O jovem Lincoln teve um acesso
limitado ao ensino escolar. Foi essencialmente um autodidata, lendo e relendo o
número reduzido de publicações que estavam ao seu alcance.
Até à maioridade, viveu com o pai,
sem nunca chegar a ter com ele um relacionamento muito próximo. Aos 22 anos,
desceu, numa canoa, o rio Sangamon até à vila de New Salem (Nova Salem). Empregou-se no transporte fluvial de mercadorias entre Nova Salem e Nova Orleans, onde teve
contacto com a prática do esclavagismo.
No ano seguinte (1932) adquiriu,
com um sócio, uma loja pequena em Nova Salem. Cedo vendeu a sua parte. Ainda
nesse ano, integrou as milícias do Illinois e combateu, na guerra de Black Hawk,
contra os índios que se opunham à ocupação das suas terras pelos colonos
brancos.
Tornou-se conhecido como orador e
contador de histórias. Tentou a sua sorte na política e candidatou-se à
Assembleia Geral de Illinois. Ficou em oitavo lugar entre 13 candidatos. Só os
quatro primeiros foram eleitos.
Empregou-se, então, no correio de Nova Salem.
A dada altura, decidiu ser advogado. Comprou os livros de Direito que encontrou e empenhou-se, a estudar sozinho, durante alguns anos.
Em 1834, candidatou-se de novo à Assembleia Estadual, integrando o Partido Whig. Foi eleito.
O Partido Whig defendia os
interesses comerciais. Advogava a modernização dos bancos e o estabelecimento
de tarifas protecionistas que permitissem financiar o progresso das infraestruturas
e das ferrovias. Opunha-se, de modo geral, aos democratas, que tinham raízes
agrárias.
Aos 33 anos, Lincoln casou com
Mary Todd, nascida numa rica família esclavagista do Kentucky. O casal teve
quatro filhos, mas apenas Robert sobreviveu até à idade adulta. Não se pode
dizer que, após a morte do pai, o herdeiro se tenha comportado para com a mãe
como filho exemplar. Chegou a interná-la num asilo, por alegada demência.
Em 1836, Lincoln obteve aprovação
no exame de admissão à advocacia e mudou-se para Springfiel (Illinois), onde se
associou a John Todd Stuard, primo de sua esposa. Ganhou reputação como causídico, hábil nos
interrogatórios e nas alegações finais. Foi reeleito para a Assembleia Estadual
de Illinois e desempenhou quatro mandatos sucessivos.
A maneira de actuar dos advogados do
interior dos E.U.A. na época afigura-se um pouco estranha para o nosso modo corrente de
encarar a advocacia. O advogado percorria o seu estado, aceitando (ou não) os
casos que lhe eram propostos. Visitava as sedes dos condados centrais, quando
os tribunais estavam abertos. As deslocações repetiam-se duas vezes por ano.
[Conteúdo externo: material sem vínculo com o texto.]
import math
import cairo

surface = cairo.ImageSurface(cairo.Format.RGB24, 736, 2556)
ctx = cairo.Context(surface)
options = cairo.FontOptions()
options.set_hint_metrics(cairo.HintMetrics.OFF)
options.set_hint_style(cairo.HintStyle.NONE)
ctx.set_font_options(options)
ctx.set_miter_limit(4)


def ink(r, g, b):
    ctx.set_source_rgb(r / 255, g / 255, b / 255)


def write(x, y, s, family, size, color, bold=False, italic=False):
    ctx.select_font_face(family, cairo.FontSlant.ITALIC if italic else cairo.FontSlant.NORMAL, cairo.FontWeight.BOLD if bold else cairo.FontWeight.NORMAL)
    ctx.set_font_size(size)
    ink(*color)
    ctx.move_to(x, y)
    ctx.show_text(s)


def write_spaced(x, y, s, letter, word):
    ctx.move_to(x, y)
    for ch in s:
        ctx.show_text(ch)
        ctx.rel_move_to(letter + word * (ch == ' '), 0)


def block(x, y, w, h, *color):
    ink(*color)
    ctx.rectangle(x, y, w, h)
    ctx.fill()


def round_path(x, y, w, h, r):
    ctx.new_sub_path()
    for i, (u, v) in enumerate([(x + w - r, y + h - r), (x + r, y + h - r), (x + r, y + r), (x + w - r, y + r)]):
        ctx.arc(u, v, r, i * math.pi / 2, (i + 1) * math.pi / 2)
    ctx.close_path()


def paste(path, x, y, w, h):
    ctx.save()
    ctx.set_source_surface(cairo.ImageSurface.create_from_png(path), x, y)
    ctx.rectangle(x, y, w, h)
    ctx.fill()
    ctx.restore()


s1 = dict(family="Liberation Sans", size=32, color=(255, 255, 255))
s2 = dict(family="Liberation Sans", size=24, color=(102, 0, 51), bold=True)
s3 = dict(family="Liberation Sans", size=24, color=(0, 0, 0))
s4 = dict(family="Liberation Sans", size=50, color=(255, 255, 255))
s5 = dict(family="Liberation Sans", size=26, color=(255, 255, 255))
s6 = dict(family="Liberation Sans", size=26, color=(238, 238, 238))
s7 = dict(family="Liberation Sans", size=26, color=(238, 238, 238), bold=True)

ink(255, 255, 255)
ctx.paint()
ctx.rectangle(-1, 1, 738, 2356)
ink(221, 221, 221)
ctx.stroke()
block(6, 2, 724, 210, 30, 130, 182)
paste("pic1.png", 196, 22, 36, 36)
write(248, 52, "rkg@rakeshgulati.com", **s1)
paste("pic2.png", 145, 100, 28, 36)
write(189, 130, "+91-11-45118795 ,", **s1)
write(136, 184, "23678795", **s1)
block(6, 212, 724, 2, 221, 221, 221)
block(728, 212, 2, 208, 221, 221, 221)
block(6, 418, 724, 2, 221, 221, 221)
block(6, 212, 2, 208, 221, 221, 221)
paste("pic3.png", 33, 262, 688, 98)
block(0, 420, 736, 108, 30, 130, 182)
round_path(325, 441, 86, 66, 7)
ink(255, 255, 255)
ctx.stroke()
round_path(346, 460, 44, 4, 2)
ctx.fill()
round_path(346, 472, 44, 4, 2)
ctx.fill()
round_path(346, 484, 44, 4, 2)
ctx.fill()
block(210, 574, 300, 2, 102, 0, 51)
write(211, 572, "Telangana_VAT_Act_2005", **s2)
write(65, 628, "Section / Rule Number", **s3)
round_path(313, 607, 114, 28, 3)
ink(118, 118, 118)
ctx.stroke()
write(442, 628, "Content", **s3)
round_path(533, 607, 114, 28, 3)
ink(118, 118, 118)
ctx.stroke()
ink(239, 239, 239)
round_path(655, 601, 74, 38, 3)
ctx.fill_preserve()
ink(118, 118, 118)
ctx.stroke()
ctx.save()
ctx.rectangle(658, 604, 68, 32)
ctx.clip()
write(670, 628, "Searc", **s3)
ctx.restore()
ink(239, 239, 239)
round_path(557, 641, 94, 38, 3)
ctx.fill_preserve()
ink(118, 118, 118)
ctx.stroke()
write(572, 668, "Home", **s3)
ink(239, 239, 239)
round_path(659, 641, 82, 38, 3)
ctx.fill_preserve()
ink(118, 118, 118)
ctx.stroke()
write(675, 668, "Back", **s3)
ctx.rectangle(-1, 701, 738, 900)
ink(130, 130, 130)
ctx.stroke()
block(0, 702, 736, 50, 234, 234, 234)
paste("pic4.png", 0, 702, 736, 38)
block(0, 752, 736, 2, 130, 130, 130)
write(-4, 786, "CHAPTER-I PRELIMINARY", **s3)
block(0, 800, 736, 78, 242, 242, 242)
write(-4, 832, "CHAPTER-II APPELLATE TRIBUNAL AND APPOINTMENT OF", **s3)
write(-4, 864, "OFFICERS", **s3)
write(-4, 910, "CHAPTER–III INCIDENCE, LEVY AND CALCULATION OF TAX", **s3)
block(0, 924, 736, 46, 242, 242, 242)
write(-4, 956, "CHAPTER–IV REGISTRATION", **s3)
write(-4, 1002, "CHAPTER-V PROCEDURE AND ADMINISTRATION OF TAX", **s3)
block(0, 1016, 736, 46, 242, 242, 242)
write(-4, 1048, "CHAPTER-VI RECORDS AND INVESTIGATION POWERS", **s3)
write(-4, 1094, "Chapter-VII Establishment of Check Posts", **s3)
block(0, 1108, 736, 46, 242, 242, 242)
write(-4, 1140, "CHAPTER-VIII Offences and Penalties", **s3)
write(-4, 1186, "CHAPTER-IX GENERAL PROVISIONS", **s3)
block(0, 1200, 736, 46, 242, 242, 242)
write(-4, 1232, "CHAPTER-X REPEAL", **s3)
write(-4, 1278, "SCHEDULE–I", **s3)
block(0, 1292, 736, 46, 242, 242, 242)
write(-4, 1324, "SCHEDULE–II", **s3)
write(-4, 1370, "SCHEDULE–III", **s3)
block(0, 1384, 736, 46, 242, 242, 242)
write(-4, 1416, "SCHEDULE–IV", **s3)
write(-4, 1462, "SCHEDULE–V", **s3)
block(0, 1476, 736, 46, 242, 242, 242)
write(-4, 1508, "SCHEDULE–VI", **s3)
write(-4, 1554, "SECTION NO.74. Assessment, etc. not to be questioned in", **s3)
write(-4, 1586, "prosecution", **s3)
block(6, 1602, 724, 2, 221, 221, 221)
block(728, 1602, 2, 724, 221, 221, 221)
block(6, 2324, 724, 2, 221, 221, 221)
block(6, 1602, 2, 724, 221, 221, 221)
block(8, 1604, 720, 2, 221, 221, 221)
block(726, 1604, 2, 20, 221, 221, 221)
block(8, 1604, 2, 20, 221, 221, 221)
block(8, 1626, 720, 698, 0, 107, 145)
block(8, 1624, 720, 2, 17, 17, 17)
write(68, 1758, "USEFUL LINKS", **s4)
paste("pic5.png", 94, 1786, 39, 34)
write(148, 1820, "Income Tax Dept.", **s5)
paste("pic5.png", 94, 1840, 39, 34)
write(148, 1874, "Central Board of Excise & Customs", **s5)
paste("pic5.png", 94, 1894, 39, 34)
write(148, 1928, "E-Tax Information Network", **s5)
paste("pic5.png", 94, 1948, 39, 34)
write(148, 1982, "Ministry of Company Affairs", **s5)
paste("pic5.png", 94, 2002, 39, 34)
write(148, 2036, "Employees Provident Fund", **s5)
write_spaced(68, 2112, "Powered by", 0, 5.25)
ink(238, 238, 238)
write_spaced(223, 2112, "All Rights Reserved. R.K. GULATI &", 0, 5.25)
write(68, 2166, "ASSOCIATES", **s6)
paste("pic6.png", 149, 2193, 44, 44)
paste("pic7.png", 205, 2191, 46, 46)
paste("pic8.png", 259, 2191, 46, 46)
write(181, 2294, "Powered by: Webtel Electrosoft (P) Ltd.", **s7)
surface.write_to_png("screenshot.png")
Cada uma demorava cerca de 10 semanas.
Os casos levados a julgado
refletiam, em parte, a expansão para oeste do país. Eram inúmeros os conflitos
originados pela deslocação das barcaças sob as novas pontes ferroviárias. As
questões relacionadas com o registo de propriedades eram também comuns. As
questões criminais eram menos frequentes, mas chamavam a atenção dos
conterrâneos. A reputação de Lincoln como advogado foi crescendo.
O julgamento mais publicitado em
que Abraham Lincoln esteve envolvido ocorreu em 1858. Tratava-se de um
assassinato. Uma testemunha garantia que tinha observado o crime à luz do
luar. O advogado apresentou ao júri o Farmers Almanac (uma espécie de Borda d`Água) que mostrava que, nessa
data, a posição da lua à hora apontada reduzia notavelmente a visibilidade
nocturna. O réu foi absolvido.
Mesmo depois de ser conhecido,
Lincoln continuou a cobrar honorários baixos. Em regra, os seus clientes tinham
rendimentos limitados.
Em 1846, Lincoln foi eleito para
Câmara dos Representantes dos Estados Unidos e cumpriu um mandato de dois anos.
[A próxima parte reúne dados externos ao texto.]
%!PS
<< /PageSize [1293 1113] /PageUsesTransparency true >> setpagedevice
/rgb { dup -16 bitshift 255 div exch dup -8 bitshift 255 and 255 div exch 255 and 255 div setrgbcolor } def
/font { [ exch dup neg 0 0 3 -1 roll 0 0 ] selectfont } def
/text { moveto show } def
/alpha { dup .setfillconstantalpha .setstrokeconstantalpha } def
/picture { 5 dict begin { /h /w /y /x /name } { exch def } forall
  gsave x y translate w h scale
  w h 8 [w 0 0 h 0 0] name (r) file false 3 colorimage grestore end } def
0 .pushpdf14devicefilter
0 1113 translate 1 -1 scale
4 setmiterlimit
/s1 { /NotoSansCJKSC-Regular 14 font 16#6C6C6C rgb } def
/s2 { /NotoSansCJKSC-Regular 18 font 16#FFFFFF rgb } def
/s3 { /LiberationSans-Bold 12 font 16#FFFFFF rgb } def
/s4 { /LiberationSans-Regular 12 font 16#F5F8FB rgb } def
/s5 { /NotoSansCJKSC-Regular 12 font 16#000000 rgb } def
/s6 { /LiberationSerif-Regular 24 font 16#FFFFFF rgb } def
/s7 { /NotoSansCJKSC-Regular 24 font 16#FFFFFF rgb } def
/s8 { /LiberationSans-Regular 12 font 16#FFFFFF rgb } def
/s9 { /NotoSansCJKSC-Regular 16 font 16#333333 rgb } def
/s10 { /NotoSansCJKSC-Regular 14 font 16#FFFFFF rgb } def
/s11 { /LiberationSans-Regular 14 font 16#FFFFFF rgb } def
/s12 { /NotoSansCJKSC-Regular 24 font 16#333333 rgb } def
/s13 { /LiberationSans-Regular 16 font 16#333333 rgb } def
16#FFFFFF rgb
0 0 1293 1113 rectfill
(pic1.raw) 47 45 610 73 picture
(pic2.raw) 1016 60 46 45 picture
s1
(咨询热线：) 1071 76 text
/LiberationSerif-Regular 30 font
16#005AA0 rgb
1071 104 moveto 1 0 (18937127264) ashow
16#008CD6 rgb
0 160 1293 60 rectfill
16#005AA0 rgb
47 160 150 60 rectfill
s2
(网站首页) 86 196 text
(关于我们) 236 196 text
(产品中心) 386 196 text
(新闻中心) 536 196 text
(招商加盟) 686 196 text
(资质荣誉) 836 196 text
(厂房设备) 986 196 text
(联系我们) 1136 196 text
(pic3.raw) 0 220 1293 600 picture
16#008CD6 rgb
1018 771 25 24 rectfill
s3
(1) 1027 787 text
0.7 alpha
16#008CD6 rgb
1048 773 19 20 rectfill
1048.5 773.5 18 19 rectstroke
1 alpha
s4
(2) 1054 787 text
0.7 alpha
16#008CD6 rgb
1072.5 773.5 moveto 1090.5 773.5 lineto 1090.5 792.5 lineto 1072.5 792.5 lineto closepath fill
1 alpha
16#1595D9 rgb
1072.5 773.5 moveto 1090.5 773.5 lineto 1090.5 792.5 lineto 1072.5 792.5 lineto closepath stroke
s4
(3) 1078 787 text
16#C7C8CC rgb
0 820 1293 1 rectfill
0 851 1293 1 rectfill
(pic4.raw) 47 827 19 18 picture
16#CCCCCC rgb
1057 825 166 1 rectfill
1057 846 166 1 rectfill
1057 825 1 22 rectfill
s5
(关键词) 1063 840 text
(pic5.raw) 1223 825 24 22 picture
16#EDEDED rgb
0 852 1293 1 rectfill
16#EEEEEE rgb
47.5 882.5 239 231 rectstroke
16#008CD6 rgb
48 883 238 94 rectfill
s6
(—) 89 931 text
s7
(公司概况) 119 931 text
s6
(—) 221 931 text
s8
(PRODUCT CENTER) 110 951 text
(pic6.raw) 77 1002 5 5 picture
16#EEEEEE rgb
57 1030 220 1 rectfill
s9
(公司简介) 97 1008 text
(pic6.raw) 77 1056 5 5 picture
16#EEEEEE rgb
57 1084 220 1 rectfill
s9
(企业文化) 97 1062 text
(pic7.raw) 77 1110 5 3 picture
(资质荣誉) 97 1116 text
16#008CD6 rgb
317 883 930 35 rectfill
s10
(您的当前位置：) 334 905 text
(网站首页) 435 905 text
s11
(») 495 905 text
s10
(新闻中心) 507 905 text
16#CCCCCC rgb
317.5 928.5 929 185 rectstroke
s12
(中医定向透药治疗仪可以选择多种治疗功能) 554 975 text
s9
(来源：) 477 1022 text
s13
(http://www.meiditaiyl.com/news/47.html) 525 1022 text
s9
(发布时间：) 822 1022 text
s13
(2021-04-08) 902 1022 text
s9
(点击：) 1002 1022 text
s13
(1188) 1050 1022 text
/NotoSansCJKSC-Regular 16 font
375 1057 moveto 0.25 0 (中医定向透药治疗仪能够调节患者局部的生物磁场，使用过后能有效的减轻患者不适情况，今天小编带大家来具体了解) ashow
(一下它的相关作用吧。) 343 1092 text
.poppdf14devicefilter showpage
Ajudou a elaborar um projeto de lei destinado a abolir a escravatura no
Distrito de Columbia. O projeto não foi avante, por falta de apoio suficiente
no interior do seu próprio partido.
Abraham Lincoln opôs-se à guerra
Mexicano-Americana promovida pelo presidente James K. Polk, questionando (sem
grande êxito) a localização em território americano do conflito inicial.
Em 1848, apoiou a candidatura do
general Zachary Taylor, do Partido Whig, à eleição presidencial. Taylor ganhou,
mas foi pouco generoso para com o seu apoiante. Lincoln mostrou-se insatisfeito e
regressou ao exercício da advocacia.
Antes da guerra civil, apenas o
terço leste dos Estados Unidos tinha sido ocupado pela população branca. Havia
34 estados. Existiam diferenças consideráveis entre o norte e o sul, na prática
da atividade económica e na organização social.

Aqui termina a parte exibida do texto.